A 6000 - kg rocket is set for firing . If the exhaust speed is `1000 ms^(-1)` , how much gas must be ejected per second to supply the thrust needed , (a) to overcome the weight of the rocket , (b) to give the rocket an initial acceleration of `19.6 ms^(-2)`?
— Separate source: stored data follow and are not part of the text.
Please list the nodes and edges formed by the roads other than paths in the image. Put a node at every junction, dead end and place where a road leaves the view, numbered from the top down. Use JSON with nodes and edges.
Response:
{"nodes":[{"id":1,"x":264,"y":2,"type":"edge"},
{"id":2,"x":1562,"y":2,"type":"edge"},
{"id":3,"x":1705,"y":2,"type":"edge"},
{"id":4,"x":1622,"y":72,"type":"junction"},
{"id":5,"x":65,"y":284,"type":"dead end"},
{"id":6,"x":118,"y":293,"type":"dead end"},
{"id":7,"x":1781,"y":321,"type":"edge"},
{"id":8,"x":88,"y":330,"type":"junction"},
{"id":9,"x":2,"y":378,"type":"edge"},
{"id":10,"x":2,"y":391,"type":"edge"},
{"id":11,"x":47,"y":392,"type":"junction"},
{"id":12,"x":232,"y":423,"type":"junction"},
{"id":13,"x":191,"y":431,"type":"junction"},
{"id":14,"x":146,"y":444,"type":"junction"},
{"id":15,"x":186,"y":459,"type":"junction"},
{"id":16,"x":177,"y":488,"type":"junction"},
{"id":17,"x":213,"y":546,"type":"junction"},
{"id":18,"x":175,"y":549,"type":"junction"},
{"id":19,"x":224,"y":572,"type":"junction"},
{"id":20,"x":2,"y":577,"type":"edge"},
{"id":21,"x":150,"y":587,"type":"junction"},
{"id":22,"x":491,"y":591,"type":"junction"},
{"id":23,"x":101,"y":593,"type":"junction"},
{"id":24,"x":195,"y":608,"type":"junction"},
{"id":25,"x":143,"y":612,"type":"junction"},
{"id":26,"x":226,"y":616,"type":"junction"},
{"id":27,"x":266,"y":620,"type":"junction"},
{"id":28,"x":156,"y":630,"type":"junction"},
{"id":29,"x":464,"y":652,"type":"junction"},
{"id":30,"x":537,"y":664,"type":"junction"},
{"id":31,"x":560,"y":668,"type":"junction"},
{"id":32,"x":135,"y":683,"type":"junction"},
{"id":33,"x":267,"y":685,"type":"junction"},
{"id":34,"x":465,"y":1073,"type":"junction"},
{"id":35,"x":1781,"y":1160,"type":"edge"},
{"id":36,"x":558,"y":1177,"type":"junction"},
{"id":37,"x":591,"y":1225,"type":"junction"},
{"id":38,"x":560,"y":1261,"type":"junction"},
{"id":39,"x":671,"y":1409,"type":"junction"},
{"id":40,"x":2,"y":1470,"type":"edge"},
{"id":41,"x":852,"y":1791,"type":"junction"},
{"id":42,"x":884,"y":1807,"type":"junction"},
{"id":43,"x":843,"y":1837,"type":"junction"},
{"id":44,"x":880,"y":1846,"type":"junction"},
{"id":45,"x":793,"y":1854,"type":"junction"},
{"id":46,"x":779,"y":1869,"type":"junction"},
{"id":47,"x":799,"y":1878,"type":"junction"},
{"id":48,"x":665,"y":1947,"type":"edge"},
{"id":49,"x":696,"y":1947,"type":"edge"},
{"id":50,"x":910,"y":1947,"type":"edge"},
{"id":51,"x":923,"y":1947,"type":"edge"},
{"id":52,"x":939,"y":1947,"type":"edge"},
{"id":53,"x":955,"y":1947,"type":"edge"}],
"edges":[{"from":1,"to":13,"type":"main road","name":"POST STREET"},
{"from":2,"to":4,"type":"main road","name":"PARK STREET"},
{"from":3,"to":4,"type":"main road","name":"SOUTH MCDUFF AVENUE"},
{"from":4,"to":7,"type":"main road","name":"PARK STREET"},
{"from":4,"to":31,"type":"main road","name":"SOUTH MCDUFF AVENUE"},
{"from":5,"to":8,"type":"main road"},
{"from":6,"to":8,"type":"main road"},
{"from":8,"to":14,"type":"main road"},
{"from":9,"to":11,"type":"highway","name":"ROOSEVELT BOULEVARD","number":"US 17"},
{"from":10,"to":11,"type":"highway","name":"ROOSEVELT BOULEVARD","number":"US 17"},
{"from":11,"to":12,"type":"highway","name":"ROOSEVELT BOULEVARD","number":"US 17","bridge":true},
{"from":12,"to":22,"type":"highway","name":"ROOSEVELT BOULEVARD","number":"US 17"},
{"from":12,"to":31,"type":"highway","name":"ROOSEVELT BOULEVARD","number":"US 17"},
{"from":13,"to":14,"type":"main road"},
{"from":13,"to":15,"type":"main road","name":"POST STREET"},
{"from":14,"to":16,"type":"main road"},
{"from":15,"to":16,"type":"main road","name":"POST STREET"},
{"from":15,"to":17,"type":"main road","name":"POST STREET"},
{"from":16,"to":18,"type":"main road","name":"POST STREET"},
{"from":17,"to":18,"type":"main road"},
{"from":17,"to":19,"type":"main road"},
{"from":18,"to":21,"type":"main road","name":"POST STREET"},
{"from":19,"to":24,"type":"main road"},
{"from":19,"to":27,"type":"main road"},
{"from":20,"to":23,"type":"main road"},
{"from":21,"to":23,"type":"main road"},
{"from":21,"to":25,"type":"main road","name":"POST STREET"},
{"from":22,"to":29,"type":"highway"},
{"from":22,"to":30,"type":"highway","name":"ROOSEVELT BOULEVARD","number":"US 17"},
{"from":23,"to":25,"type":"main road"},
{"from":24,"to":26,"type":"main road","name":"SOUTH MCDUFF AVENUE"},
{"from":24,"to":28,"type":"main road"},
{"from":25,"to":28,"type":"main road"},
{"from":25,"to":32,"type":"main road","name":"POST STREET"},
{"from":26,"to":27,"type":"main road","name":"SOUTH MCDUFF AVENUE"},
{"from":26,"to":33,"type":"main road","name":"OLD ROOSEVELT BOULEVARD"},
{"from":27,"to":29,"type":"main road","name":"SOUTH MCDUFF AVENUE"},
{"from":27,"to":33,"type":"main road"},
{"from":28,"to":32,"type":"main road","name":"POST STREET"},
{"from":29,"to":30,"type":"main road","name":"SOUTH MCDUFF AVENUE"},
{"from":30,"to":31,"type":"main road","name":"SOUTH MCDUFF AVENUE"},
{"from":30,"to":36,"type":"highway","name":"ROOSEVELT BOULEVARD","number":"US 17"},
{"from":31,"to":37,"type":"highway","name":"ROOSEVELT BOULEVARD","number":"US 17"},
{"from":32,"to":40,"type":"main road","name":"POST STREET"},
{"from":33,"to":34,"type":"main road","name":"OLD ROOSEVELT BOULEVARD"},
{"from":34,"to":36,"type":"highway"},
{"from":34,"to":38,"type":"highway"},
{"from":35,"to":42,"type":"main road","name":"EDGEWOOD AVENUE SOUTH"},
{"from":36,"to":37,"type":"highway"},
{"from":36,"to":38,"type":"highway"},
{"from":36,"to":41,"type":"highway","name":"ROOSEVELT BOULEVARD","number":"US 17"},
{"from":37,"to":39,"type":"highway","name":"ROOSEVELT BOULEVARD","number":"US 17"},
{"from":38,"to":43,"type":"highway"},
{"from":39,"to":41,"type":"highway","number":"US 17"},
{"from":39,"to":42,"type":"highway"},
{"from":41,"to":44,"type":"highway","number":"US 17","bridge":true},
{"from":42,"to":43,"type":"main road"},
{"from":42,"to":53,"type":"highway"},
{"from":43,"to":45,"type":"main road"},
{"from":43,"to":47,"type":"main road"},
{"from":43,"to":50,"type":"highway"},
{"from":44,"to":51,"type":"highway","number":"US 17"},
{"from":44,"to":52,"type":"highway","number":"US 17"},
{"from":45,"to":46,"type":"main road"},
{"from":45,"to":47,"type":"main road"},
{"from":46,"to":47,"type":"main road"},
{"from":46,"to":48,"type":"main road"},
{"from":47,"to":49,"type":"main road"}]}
To solve the problem step by step, we will calculate the amount of gas that must be ejected per second to provide the necessary thrust for both scenarios: (a) to overcome the weight of the rocket and (b) to give the rocket an initial acceleration of \(19.6 \, \text{m/s}^2\). ### Given Data: - Mass of the rocket, \(M_r = 6000 \, \text{kg}\) - Exhaust speed, \(V_g = 1000 \, \text{m/s}\) - Acceleration due to gravity, \(g = 9.8 \, \text{m/s}^2\) ### Part (a): To Overcome the Weight of the Rocket 1. **Calculate the weight of the rocket:** \[ \text{Weight} = M_r \cdot g = 6000 \, \text{kg} \cdot 9.8 \, \text{m/s}^2 = 58800 \, \text{N} \] 2. **Set up the thrust equation:** The thrust force \(F_t\) must equal the weight of the rocket to just lift it off the ground: \[ F_t = M_r \cdot g \] The thrust force can also be expressed in terms of the mass flow rate of the gas \( \frac{dM}{dt} \) and the exhaust speed: \[ F_t = V_g \cdot \frac{dM}{dt} \] 3. **Equate the two expressions for thrust:** \[ V_g \cdot \frac{dM}{dt} = M_r \cdot g \] 4. **Solve for the mass flow rate \( \frac{dM}{dt} \):** \[ \frac{dM}{dt} = \frac{M_r \cdot g}{V_g} = \frac{6000 \, \text{kg} \cdot 9.8 \, \text{m/s}^2}{1000 \, \text{m/s}} = \frac{58800}{1000} = 58.8 \, \text{kg/s} \] ### Part (b): To Give the Rocket an Initial Acceleration of \(19.6 \, \text{m/s}^2\) 1. **Calculate the total thrust needed:** The total thrust must overcome both the weight of the rocket and provide the additional force for acceleration: \[ F_t = M_r \cdot (g + a) = 6000 \, \text{kg} \cdot (9.8 \, \text{m/s}^2 + 19.6 \, \text{m/s}^2) = 6000 \, \text{kg} \cdot 29.4 \, \text{m/s}^2 = 176400 \, \text{N} \] 2. **Set up the thrust equation again:** \[ F_t = V_g \cdot \frac{dM}{dt} \] 3. **Equate the two expressions for thrust:** \[ V_g \cdot \frac{dM}{dt} = M_r \cdot (g + a) \] 4. **Solve for the mass flow rate \( \frac{dM}{dt} \):** \[ \frac{dM}{dt} = \frac{M_r \cdot (g + a)}{V_g} = \frac{6000 \, \text{kg} \cdot (9.8 \, \text{m/s}^2 + 19.6 \, \text{m/s}^2)}{1000 \, \text{m/s}} = \frac{6000 \cdot 29.4}{1000} = 176.4 \, \text{kg/s} \] ### Final Answers: - (a) The mass of gas that must be ejected per second to overcome the weight of the rocket is \(58.8 \, \text{kg/s}\). - (b) The mass of gas that must be ejected per second to give the rocket an initial acceleration of \(19.6 \, \text{m/s}^2\) is \(176.4 \, \text{kg/s}\).